--- The data Enclosed Below ---

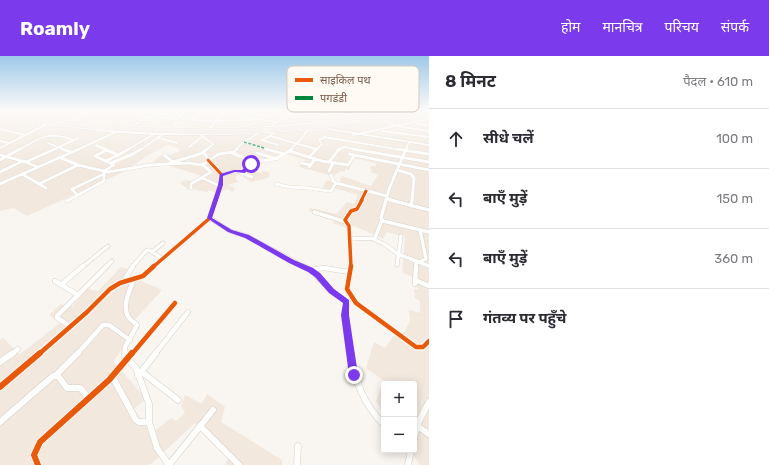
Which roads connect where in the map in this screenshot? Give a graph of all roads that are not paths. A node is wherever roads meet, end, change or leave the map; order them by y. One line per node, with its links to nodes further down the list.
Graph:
1 (0, 129): 22 (street)
2 (37, 129): 22 (main road)
3 (99, 129): 14 (main road)
4 (132, 129): 8 (highway, bridge)
5 (152, 129): 6 (highway, bridge)
6 (237, 129)
7 (274, 129): 16 (street)
8 (275, 129)
9 (308, 129): 16 (main road); 33 (street)
10 (330, 129): 21 (main road)
11 (382, 129): 13 (street)
12 (416, 129): 15 (street)
13 (378, 130): 21 (street); 25 (street)
14 (119, 131): 17 (main road); 44 (street)
15 (429, 131)
16 (275, 132): 19 (main road); 24 (street)
17 (156, 133): 18 (main road); 52 (street)
18 (165, 133): 20 (main road); 26 (street)
19 (258, 133): 20 (main road); 28 (street)
20 (199, 134): 23 (street)
21 (354, 134): 29 (main road)
22 (25, 135): 30 (main road)
23 (203, 136): 39 (street); 45 (street)
24 (270, 136): 33 (street); 35 (street)
25 (429, 137)
26 (159, 138): 32 (street); 68 (street)
27 (0, 141): 30 (street)
28 (244, 142): 46 (street); 48 (street)
29 (408, 142): 36 (main road); 42 (street)
30 (9, 143): 37 (main road)
31 (48, 143): 38 (street)
32 (176, 143)
33 (297, 144): 40 (street); 43 (street)
34 (96, 145): 41 (street)
35 (278, 145)
36 (429, 146)
37 (0, 147)
38 (58, 147): 44 (street); 54 (street); 63 (street)
39 (189, 147)
40 (316, 149): 42 (street); 57 (street)
41 (107, 150): 52 (street); 64 (street)
42 (405, 150): 50 (street); 58 (street)
43 (289, 151): 48 (street); 57 (street)
44 (71, 152): 56 (street)
45 (204, 153): 62 (street); 65 (street)
46 (232, 153): 60 (street); 62 (street)
47 (257, 153): 60 (street)
48 (284, 154): 60 (street)
49 (349, 154): 55 (street)
50 (429, 154)
51 (0, 155): 54 (street)
52 (118, 155): 64 (street)
53 (164, 155): 65 (street)
54 (7, 156): 61 (street); 63 (street)
55 (354, 156): 70 (street); 72 (street)
56 (59, 157): 73 (street); 76 (street)
57 (309, 157): 59 (street)
58 (402, 157): 66 (street); 67 (street); 72 (street)
59 (315, 158): 66 (street); 69 (street)
60 (277, 159)
61 (0, 160)
62 (209, 160): 75 (street); 84 (street)
63 (24, 161): 76 (street); 80 (street)
64 (106, 161): 68 (street)
65 (173, 162): 74 (street)
66 (329, 162): 70 (street)
67 (429, 162)
68 (111, 163): 82 (street)
69 (302, 163)
70 (333, 163): 79 (street)
71 (251, 164): 81 (street)
72 (400, 164): 77 (street); 78 (street)
73 (78, 165): 82 (street); 90 (street)
74 (168, 165): 75 (street); 82 (street)
75 (203, 165): 87 (street)
76 (37, 167): 83 (street)
77 (397, 170): 97 (street); 99 (street)
78 (429, 170)
79 (329, 171)
80 (0, 172)
81 (243, 172): 84 (street); 86 (street)
82 (104, 173): 96 (street); 96 (street)
83 (22, 174): 89 (street); 90 (street)
84 (221, 175): 92 (street)
85 (331, 175): 88 (street)
86 (252, 177)
87 (202, 178): 92 (street); 94 (street)
88 (336, 183): 91 (street); 95 (street)
89 (0, 184)
90 (39, 184): 93 (street)
91 (276, 184)
92 (220, 186): 102 (street)
93 (46, 188)
94 (191, 188)
95 (366, 191): 97 (street); 104 (street)
96 (77, 195): 98 (street)
97 (387, 197): 99 (street); 103 (street)
98 (67, 201)
99 (411, 206): 100 (street)
100 (429, 210)
101 (314, 212): 104 (street)
102 (210, 218): 114 (street); 119 (street)
103 (382, 220): 105 (street); 109 (street)
104 (346, 222): 108 (street)
105 (420, 230): 106 (street); 116 (street)
106 (429, 232)
107 (401, 236): 113 (street)
108 (349, 239): 109 (street); 120 (street)
109 (373, 239): 113 (street)
110 (163, 243): 112 (street)
111 (108, 246): 124 (street)
112 (152, 252): 114 (street); 123 (street)
113 (398, 254): 116 (street); 117 (street)
114 (163, 259): 121 (street)
115 (112, 261): 127 (street)
116 (418, 261): 118 (street); 125 (street)
117 (398, 265)
118 (429, 266)
119 (311, 270): 120 (street); 128 (street)
120 (350, 272): 126 (street)
121 (134, 279): 123 (street); 132 (street)
122 (55, 281): 124 (street)
123 (124, 281): 131 (street)
124 (61, 285): 127 (street)
125 (429, 286)
126 (349, 294): 128 (street); 133 (street)
127 (78, 295): 131 (street)
128 (347, 302): 147 (street)
129 (174, 303): 135 (street)
130 (188, 312): 137 (street)
131 (70, 326): 140 (street)
132 (130, 340): 135 (street); 138 (street)
133 (429, 341)
134 (18, 349): 136 (street)
135 (128, 360): 137 (street); 139 (street)
136 (0, 362)
137 (140, 374): 142 (street); 146 (street)
138 (56, 375): 141 (street); 145 (street)
139 (112, 376): 141 (street); 146 (street)
140 (0, 386)
141 (89, 398): 153 (street)
142 (178, 400)
143 (429, 402): 149 (street)
144 (213, 410): 148 (street)
145 (0, 422)
146 (148, 422): 154 (street)
147 (381, 422)
148 (200, 426): 154 (street); 155 (street)
149 (417, 426): 150 (street)
150 (429, 434)
151 (298, 446): 156 (street)
152 (409, 453): 157 (street)
153 (38, 465)
154 (169, 465)
155 (239, 465)
156 (296, 465)
157 (408, 465)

--- End of Enclosed The data ---

Provide an exact copy of the records, excluding every picture.

Written reply.
Which roads connect where in the map in this screenshot? Give a graph of all roads that are not paths. A node is wherever roads meet, end, change or leave the map; order them by y. One line per node, with its links to nodes further down the list.
Graph:
1 (0, 129): 22 (street)
2 (37, 129): 22 (main road)
3 (99, 129): 14 (main road)
4 (132, 129): 8 (highway, bridge)
5 (152, 129): 6 (highway, bridge)
6 (237, 129)
7 (274, 129): 16 (street)
8 (275, 129)
9 (308, 129): 16 (main road); 33 (street)
10 (330, 129): 21 (main road)
11 (382, 129): 13 (street)
12 (416, 129): 15 (street)
13 (378, 130): 21 (street); 25 (street)
14 (119, 131): 17 (main road); 44 (street)
15 (429, 131)
16 (275, 132): 19 (main road); 24 (street)
17 (156, 133): 18 (main road); 52 (street)
18 (165, 133): 20 (main road); 26 (street)
19 (258, 133): 20 (main road); 28 (street)
20 (199, 134): 23 (street)
21 (354, 134): 29 (main road)
22 (25, 135): 30 (main road)
23 (203, 136): 39 (street); 45 (street)
24 (270, 136): 33 (street); 35 (street)
25 (429, 137)
26 (159, 138): 32 (street); 68 (street)
27 (0, 141): 30 (street)
28 (244, 142): 46 (street); 48 (street)
29 (408, 142): 36 (main road); 42 (street)
30 (9, 143): 37 (main road)
31 (48, 143): 38 (street)
32 (176, 143)
33 (297, 144): 40 (street); 43 (street)
34 (96, 145): 41 (street)
35 (278, 145)
36 (429, 146)
37 (0, 147)
38 (58, 147): 44 (street); 54 (street); 63 (street)
39 (189, 147)
40 (316, 149): 42 (street); 57 (street)
41 (107, 150): 52 (street); 64 (street)
42 (405, 150): 50 (street); 58 (street)
43 (289, 151): 48 (street); 57 (street)
44 (71, 152): 56 (street)
45 (204, 153): 62 (street); 65 (street)
46 (232, 153): 60 (street); 62 (street)
47 (257, 153): 60 (street)
48 (284, 154): 60 (street)
49 (349, 154): 55 (street)
50 (429, 154)
51 (0, 155): 54 (street)
52 (118, 155): 64 (street)
53 (164, 155): 65 (street)
54 (7, 156): 61 (street); 63 (street)
55 (354, 156): 70 (street); 72 (street)
56 (59, 157): 73 (street); 76 (street)
57 (309, 157): 59 (street)
58 (402, 157): 66 (street); 67 (street); 72 (street)
59 (315, 158): 66 (street); 69 (street)
60 (277, 159)
61 (0, 160)
62 (209, 160): 75 (street); 84 (street)
63 (24, 161): 76 (street); 80 (street)
64 (106, 161): 68 (street)
65 (173, 162): 74 (street)
66 (329, 162): 70 (street)
67 (429, 162)
68 (111, 163): 82 (street)
69 (302, 163)
70 (333, 163): 79 (street)
71 (251, 164): 81 (street)
72 (400, 164): 77 (street); 78 (street)
73 (78, 165): 82 (street); 90 (street)
74 (168, 165): 75 (street); 82 (street)
75 (203, 165): 87 (street)
76 (37, 167): 83 (street)
77 (397, 170): 97 (street); 99 (street)
78 (429, 170)
79 (329, 171)
80 (0, 172)
81 (243, 172): 84 (street); 86 (street)
82 (104, 173): 96 (street); 96 (street)
83 (22, 174): 89 (street); 90 (street)
84 (221, 175): 92 (street)
85 (331, 175): 88 (street)
86 (252, 177)
87 (202, 178): 92 (street); 94 (street)
88 (336, 183): 91 (street); 95 (street)
89 (0, 184)
90 (39, 184): 93 (street)
91 (276, 184)
92 (220, 186): 102 (street)
93 (46, 188)
94 (191, 188)
95 (366, 191): 97 (street); 104 (street)
96 (77, 195): 98 (street)
97 (387, 197): 99 (street); 103 (street)
98 (67, 201)
99 (411, 206): 100 (street)
100 (429, 210)
101 (314, 212): 104 (street)
102 (210, 218): 114 (street); 119 (street)
103 (382, 220): 105 (street); 109 (street)
104 (346, 222): 108 (street)
105 (420, 230): 106 (street); 116 (street)
106 (429, 232)
107 (401, 236): 113 (street)
108 (349, 239): 109 (street); 120 (street)
109 (373, 239): 113 (street)
110 (163, 243): 112 (street)
111 (108, 246): 124 (street)
112 (152, 252): 114 (street); 123 (street)
113 (398, 254): 116 (street); 117 (street)
114 (163, 259): 121 (street)
115 (112, 261): 127 (street)
116 (418, 261): 118 (street); 125 (street)
117 (398, 265)
118 (429, 266)
119 (311, 270): 120 (street); 128 (street)
120 (350, 272): 126 (street)
121 (134, 279): 123 (street); 132 (street)
122 (55, 281): 124 (street)
123 (124, 281): 131 (street)
124 (61, 285): 127 (street)
125 (429, 286)
126 (349, 294): 128 (street); 133 (street)
127 (78, 295): 131 (street)
128 (347, 302): 147 (street)
129 (174, 303): 135 (street)
130 (188, 312): 137 (street)
131 (70, 326): 140 (street)
132 (130, 340): 135 (street); 138 (street)
133 (429, 341)
134 (18, 349): 136 (street)
135 (128, 360): 137 (street); 139 (street)
136 (0, 362)
137 (140, 374): 142 (street); 146 (street)
138 (56, 375): 141 (street); 145 (street)
139 (112, 376): 141 (street); 146 (street)
140 (0, 386)
141 (89, 398): 153 (street)
142 (178, 400)
143 (429, 402): 149 (street)
144 (213, 410): 148 (street)
145 (0, 422)
146 (148, 422): 154 (street)
147 (381, 422)
148 (200, 426): 154 (street); 155 (street)
149 (417, 426): 150 (street)
150 (429, 434)
151 (298, 446): 156 (street)
152 (409, 453): 157 (street)
153 (38, 465)
154 (169, 465)
155 (239, 465)
156 (296, 465)
157 (408, 465)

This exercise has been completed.